● DATA SUPPLIED
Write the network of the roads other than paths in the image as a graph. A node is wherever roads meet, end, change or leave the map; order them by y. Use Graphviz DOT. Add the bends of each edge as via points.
...
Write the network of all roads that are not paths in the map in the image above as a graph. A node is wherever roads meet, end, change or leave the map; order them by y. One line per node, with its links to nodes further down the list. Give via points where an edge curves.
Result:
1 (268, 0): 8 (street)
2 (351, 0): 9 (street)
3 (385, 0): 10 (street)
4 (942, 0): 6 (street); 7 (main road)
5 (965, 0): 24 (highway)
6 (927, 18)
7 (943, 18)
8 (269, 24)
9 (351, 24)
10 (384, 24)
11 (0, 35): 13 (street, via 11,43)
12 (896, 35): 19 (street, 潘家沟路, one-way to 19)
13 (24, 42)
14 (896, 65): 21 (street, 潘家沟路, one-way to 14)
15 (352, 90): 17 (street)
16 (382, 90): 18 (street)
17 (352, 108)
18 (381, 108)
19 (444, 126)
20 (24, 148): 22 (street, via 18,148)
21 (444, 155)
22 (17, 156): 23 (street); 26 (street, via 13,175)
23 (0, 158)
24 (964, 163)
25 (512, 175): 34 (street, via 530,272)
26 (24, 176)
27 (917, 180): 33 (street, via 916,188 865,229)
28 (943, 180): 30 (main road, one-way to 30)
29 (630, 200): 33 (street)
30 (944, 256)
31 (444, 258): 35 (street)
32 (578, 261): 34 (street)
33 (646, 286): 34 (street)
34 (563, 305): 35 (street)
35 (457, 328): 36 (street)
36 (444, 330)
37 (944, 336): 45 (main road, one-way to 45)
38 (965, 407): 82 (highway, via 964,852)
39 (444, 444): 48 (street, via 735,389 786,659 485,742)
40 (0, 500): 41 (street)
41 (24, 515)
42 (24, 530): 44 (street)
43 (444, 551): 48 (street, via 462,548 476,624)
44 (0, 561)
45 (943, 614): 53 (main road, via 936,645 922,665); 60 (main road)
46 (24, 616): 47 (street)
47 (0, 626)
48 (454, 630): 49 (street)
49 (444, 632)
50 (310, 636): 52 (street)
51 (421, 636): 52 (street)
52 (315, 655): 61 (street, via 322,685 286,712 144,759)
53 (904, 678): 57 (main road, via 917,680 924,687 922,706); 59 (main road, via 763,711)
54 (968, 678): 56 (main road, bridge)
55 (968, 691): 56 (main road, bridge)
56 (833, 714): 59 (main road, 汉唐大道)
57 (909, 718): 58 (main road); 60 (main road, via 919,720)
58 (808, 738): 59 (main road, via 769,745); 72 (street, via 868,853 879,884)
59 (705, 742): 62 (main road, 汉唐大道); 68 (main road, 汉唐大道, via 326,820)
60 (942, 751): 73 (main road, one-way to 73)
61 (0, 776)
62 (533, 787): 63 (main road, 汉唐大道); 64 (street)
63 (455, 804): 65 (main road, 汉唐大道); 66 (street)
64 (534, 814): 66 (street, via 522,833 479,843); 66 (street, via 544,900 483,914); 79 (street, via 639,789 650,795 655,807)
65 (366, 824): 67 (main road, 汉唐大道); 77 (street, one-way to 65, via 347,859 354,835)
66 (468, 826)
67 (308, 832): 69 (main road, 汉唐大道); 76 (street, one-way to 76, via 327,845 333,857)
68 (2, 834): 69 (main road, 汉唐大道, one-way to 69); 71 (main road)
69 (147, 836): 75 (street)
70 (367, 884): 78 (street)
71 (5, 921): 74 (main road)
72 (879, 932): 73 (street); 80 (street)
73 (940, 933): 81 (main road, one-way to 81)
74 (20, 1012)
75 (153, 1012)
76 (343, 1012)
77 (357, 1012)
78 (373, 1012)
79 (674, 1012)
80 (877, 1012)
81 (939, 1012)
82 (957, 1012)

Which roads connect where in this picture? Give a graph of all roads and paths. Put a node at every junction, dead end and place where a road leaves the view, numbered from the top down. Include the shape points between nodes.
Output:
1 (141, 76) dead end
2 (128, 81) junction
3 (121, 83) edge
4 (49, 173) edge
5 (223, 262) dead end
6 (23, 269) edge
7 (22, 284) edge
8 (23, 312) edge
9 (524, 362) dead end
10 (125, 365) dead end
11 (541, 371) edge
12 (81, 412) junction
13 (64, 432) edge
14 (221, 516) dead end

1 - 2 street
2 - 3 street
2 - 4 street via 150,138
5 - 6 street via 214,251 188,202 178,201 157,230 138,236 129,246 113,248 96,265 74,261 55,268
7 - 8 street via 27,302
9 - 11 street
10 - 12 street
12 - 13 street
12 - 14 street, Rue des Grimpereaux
--
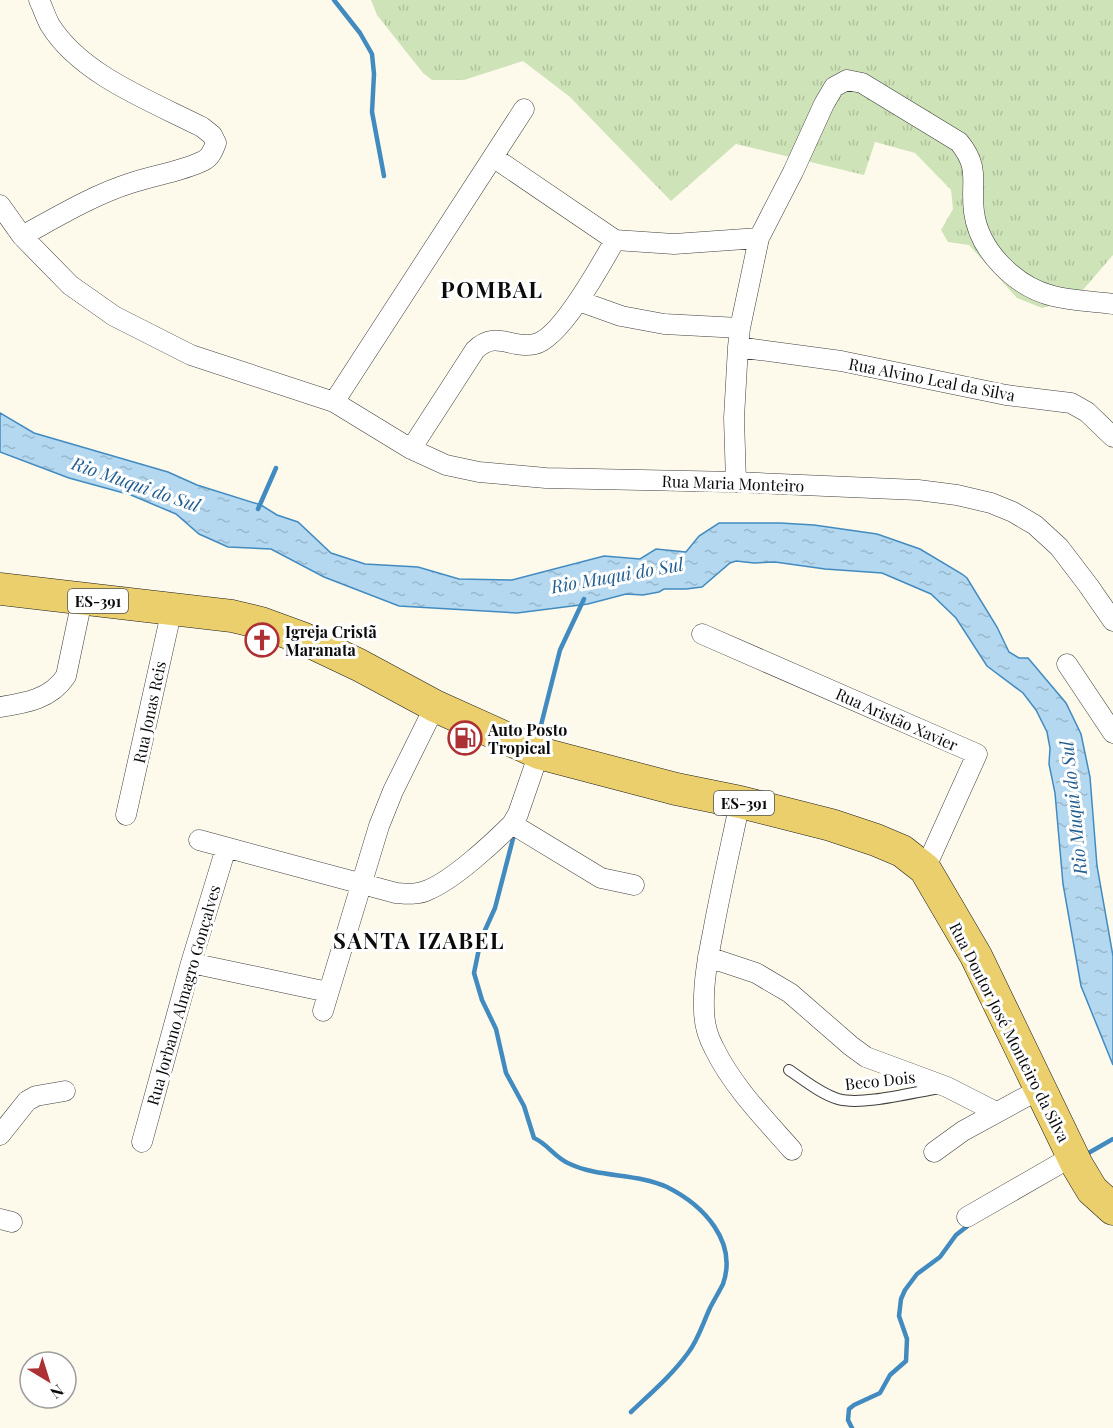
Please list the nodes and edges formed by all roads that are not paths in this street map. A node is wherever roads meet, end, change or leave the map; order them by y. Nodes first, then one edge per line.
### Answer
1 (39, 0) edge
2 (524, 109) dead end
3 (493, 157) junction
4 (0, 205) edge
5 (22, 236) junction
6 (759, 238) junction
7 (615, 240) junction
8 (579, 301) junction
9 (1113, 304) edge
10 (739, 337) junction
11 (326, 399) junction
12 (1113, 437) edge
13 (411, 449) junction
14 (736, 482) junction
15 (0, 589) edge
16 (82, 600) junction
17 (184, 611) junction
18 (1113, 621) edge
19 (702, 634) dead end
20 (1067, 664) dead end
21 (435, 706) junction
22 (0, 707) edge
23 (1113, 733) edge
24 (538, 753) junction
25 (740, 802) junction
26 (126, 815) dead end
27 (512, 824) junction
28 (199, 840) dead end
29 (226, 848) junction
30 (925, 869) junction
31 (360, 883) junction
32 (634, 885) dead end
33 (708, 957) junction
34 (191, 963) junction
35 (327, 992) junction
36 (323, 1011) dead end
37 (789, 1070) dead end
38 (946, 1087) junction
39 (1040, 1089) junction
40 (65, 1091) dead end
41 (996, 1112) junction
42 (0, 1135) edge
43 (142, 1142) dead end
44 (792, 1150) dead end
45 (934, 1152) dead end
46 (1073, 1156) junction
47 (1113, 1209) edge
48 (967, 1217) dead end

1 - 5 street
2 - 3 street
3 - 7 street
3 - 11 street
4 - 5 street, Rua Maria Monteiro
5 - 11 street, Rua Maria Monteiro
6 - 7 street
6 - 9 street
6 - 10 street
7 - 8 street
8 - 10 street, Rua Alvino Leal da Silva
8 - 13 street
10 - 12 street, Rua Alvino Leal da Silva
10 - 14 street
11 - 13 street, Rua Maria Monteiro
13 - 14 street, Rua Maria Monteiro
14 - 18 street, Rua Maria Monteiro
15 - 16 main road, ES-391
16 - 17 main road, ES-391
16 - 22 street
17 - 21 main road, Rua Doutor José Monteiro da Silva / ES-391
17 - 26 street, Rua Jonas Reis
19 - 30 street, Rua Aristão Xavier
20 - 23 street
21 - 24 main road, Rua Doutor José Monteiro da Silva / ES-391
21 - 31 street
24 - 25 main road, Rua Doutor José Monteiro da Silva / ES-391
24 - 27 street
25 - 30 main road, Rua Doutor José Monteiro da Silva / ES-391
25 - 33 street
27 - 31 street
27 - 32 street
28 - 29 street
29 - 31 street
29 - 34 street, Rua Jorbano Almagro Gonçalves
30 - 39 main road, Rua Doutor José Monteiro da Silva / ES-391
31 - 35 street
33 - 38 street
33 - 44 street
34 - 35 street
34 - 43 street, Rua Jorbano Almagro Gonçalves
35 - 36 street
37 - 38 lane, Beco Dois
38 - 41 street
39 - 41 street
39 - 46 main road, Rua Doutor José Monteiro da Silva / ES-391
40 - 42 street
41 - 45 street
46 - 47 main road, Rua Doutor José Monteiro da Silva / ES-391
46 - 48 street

● YOUR TASK
Where in the entries above does the word "graph" appear? Copy each line that has it.

● SOLUTION FOR THIS EXERCISE
Write the network of the roads other than paths in the image as a graph. A node is wherever roads meet, end, change or leave the map; order them by y. Use Graphviz DOT. Add the bends of each edge as via points.
Write the network of all roads that are not paths in the map in the image above as a graph. A node is wherever roads meet, end, change or leave the map; order them by y. One line per node, with its links to nodes further down the list. Give via points where an edge curves.
Which roads connect where in this picture? Give a graph of all roads and paths. Put a node at every junction, dead end and place where a road leaves the view, numbered from the top down. Include the shape points between nodes.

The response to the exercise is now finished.